▶ [What to produce]
Report only the number of lines in this material that include the string "road".

▶ [Dataset entries]
· · · · · · ·

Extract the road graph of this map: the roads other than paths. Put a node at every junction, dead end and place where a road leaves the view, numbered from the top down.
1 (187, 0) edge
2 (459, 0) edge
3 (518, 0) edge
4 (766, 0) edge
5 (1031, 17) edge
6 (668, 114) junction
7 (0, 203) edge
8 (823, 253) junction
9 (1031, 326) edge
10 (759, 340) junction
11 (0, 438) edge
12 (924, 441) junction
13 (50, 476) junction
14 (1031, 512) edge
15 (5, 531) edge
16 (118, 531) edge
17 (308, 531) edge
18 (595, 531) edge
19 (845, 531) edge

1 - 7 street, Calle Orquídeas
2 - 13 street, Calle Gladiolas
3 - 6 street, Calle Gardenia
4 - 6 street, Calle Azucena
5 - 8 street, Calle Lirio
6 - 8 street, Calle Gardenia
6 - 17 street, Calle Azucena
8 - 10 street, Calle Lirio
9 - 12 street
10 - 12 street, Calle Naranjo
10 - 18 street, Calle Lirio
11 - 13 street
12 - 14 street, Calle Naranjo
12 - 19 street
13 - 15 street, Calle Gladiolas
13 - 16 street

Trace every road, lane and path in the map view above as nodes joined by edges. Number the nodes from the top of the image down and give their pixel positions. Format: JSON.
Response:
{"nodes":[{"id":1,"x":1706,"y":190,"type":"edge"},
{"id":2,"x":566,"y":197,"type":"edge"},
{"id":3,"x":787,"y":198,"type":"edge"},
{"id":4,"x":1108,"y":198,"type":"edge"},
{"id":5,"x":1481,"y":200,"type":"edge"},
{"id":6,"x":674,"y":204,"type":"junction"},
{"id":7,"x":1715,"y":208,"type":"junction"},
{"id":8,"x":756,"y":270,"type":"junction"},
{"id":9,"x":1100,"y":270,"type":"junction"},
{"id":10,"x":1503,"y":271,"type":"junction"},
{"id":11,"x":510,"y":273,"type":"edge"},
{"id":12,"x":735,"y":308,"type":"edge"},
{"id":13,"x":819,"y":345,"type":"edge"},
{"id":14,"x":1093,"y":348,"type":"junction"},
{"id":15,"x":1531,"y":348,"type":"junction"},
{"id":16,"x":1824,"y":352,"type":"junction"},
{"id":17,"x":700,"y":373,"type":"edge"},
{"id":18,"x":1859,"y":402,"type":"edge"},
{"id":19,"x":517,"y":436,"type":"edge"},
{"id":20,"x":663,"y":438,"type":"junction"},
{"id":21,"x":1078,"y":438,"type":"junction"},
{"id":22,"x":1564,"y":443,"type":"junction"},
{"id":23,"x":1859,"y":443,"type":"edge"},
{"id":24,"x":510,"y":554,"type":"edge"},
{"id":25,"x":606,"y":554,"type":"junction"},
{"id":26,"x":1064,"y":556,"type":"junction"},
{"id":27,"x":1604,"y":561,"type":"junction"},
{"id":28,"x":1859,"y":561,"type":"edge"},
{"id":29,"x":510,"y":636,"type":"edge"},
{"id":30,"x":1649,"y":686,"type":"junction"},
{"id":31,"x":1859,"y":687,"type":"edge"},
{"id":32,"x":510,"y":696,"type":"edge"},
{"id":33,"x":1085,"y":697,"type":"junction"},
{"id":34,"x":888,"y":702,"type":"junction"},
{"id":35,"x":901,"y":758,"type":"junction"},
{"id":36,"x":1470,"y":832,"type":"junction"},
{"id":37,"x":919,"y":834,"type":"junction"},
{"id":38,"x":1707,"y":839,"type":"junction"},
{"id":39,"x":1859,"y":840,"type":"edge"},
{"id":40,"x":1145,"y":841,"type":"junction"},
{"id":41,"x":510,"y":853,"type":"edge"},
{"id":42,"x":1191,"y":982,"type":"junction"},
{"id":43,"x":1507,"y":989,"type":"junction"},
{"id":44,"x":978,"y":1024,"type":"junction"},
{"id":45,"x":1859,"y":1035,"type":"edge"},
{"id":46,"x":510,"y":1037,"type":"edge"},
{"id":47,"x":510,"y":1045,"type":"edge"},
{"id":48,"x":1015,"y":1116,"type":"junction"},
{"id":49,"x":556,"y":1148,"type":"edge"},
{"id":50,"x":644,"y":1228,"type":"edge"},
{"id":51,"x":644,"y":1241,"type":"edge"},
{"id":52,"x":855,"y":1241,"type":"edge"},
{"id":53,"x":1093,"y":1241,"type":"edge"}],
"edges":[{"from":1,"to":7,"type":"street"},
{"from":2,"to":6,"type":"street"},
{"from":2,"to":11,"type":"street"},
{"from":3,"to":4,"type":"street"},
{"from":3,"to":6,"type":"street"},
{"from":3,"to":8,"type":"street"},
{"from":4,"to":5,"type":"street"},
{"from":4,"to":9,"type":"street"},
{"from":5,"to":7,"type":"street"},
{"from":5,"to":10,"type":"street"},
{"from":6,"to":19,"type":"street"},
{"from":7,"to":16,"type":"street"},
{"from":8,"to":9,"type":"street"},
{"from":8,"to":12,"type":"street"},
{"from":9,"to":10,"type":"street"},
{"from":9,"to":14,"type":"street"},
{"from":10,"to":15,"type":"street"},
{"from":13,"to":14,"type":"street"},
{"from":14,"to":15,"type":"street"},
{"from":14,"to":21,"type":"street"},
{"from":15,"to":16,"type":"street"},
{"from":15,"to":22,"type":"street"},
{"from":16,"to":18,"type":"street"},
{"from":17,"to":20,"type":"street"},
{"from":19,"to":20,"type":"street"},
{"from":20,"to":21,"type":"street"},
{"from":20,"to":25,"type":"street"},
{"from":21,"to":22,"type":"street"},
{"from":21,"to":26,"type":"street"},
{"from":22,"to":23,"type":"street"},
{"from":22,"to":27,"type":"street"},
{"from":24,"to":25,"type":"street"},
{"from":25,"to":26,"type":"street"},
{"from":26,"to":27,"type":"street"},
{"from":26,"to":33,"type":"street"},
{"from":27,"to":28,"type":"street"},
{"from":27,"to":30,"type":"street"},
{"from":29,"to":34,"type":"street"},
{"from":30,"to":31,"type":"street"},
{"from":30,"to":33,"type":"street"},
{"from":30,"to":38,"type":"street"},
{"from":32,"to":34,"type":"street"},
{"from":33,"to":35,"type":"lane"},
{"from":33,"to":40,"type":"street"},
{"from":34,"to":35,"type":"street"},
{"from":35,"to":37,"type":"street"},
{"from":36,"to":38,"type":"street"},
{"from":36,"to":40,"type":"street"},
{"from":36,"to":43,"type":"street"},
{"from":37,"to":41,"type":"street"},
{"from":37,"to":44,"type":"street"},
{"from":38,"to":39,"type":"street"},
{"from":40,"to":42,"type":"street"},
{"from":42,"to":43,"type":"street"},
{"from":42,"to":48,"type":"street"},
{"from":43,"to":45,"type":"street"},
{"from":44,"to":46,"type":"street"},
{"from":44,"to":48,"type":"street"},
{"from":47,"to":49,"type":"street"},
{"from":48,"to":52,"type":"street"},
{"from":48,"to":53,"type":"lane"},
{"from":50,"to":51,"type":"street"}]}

· · · · · · ·

▶ [Response below]
2